++++ DATA IN THIS EXERCISE

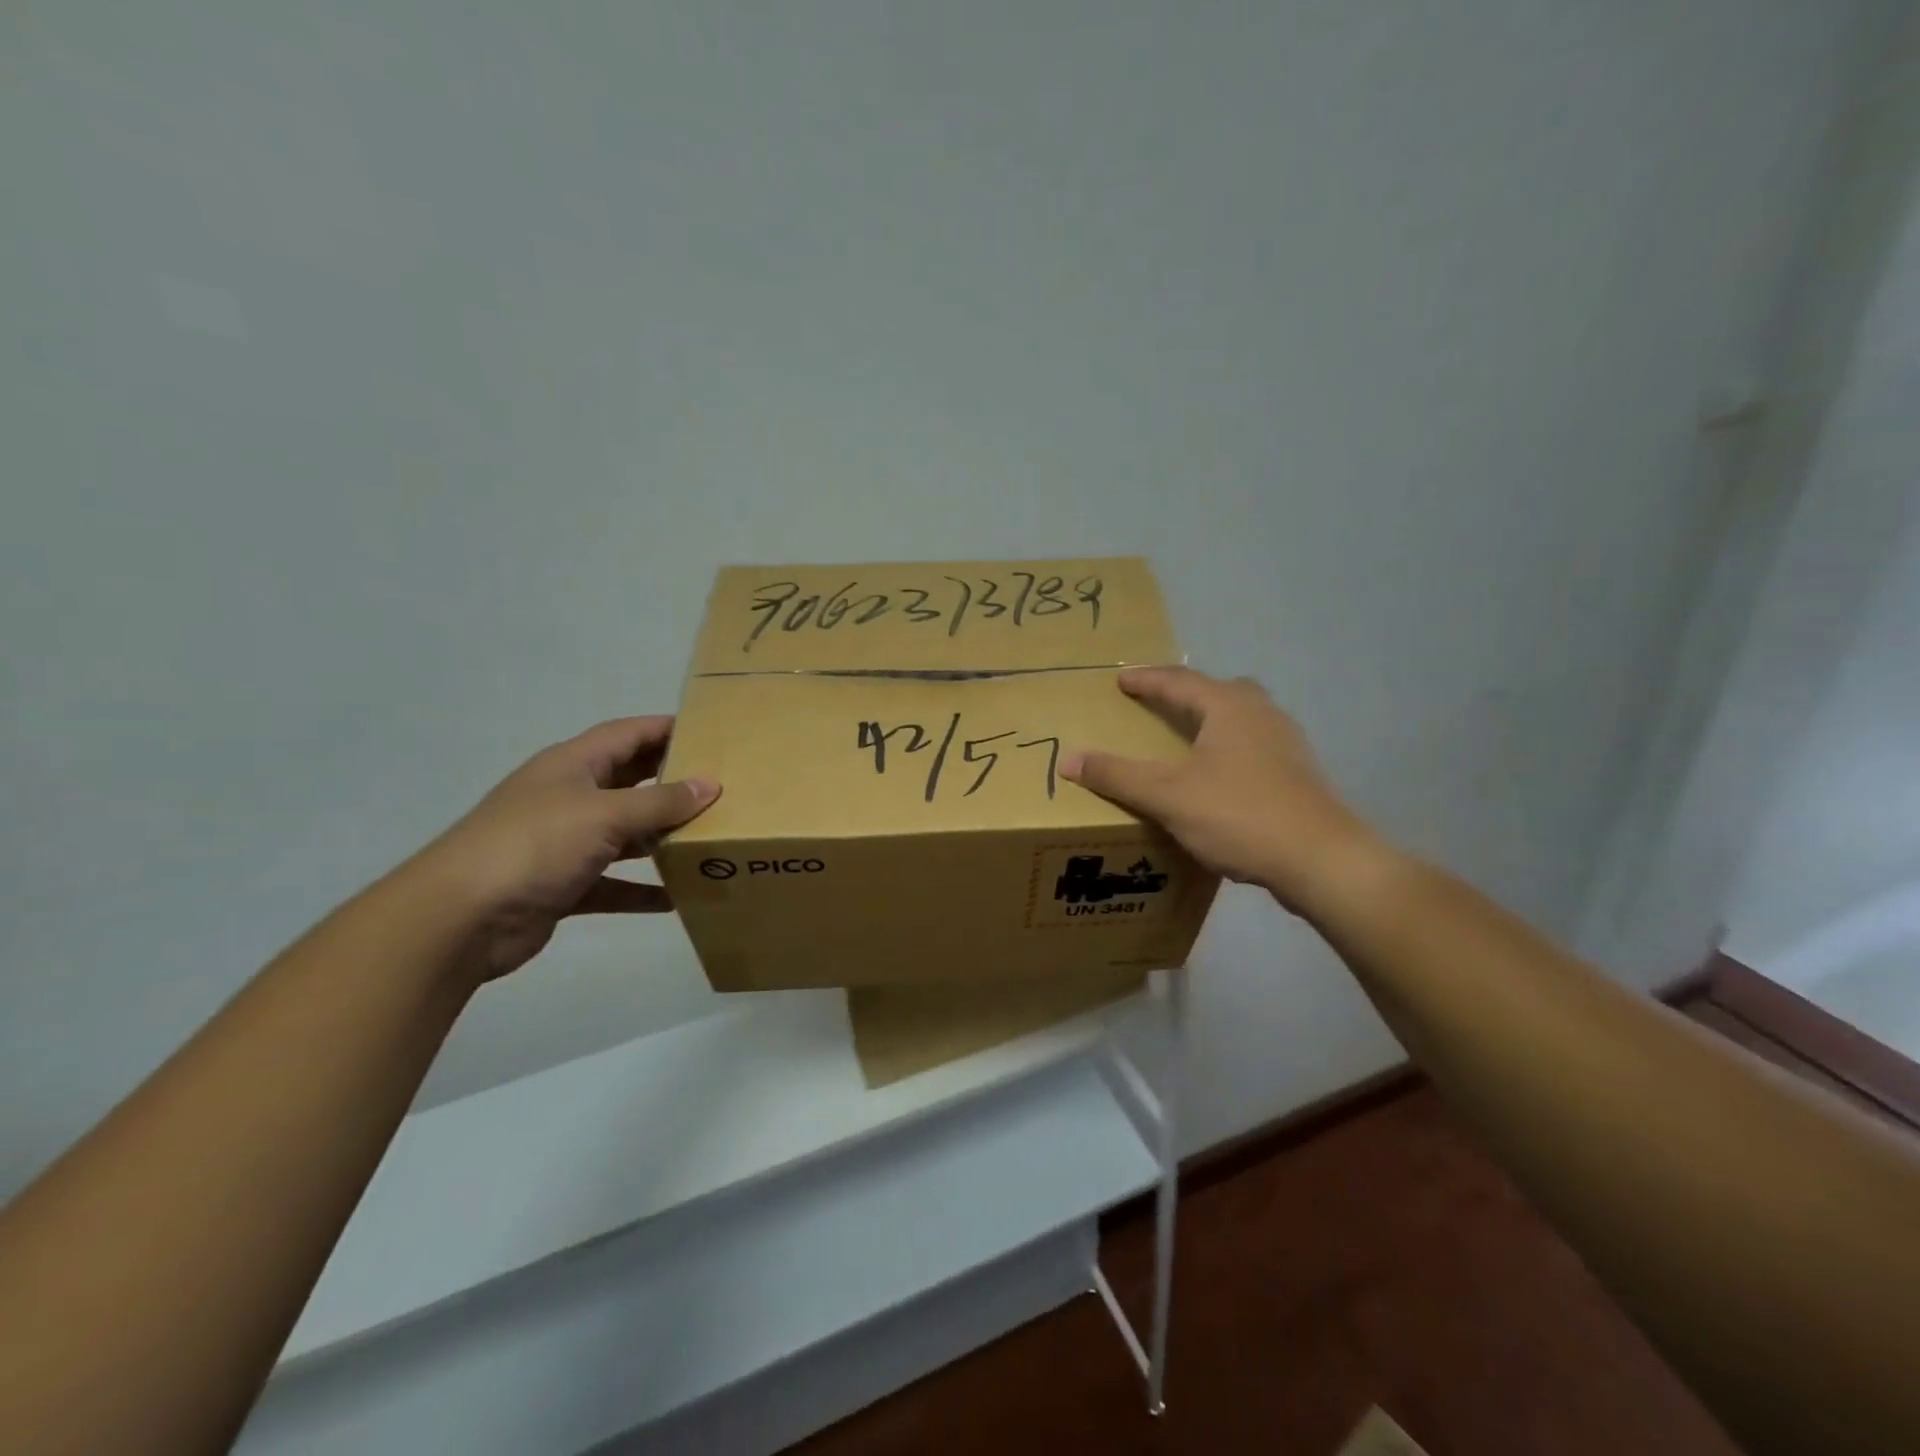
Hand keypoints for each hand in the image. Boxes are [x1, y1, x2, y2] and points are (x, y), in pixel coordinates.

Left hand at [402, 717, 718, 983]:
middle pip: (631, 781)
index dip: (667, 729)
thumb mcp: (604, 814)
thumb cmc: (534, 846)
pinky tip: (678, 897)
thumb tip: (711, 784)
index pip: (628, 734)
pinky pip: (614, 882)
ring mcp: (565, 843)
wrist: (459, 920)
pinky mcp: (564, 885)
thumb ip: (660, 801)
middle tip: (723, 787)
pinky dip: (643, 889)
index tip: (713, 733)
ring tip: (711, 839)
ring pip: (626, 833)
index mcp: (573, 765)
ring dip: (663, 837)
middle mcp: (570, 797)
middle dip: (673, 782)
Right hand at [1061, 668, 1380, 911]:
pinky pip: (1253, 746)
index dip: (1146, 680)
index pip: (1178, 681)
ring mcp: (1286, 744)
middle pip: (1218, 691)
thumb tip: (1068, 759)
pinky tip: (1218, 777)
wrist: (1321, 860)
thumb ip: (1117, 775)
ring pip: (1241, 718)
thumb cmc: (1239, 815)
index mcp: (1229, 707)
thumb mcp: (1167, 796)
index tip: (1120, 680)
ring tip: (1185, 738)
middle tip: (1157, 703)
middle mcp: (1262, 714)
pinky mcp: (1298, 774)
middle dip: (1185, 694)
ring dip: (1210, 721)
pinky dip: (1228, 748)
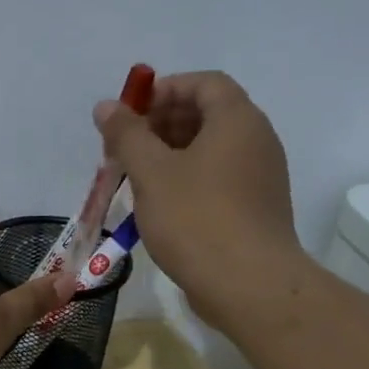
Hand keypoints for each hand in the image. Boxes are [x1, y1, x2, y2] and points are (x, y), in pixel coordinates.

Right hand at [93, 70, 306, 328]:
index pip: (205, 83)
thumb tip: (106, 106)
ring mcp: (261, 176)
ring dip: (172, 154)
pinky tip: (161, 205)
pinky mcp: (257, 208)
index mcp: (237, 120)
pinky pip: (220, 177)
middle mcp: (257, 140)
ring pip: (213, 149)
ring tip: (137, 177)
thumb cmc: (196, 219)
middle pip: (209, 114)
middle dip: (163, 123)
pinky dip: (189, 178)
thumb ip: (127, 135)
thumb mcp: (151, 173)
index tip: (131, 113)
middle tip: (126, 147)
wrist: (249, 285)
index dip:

++++++++

■ EXERCISE AIM
For the word "ring", say how many lines of the data include it, with nothing else in the reply.

■ ANSWER SPACE
12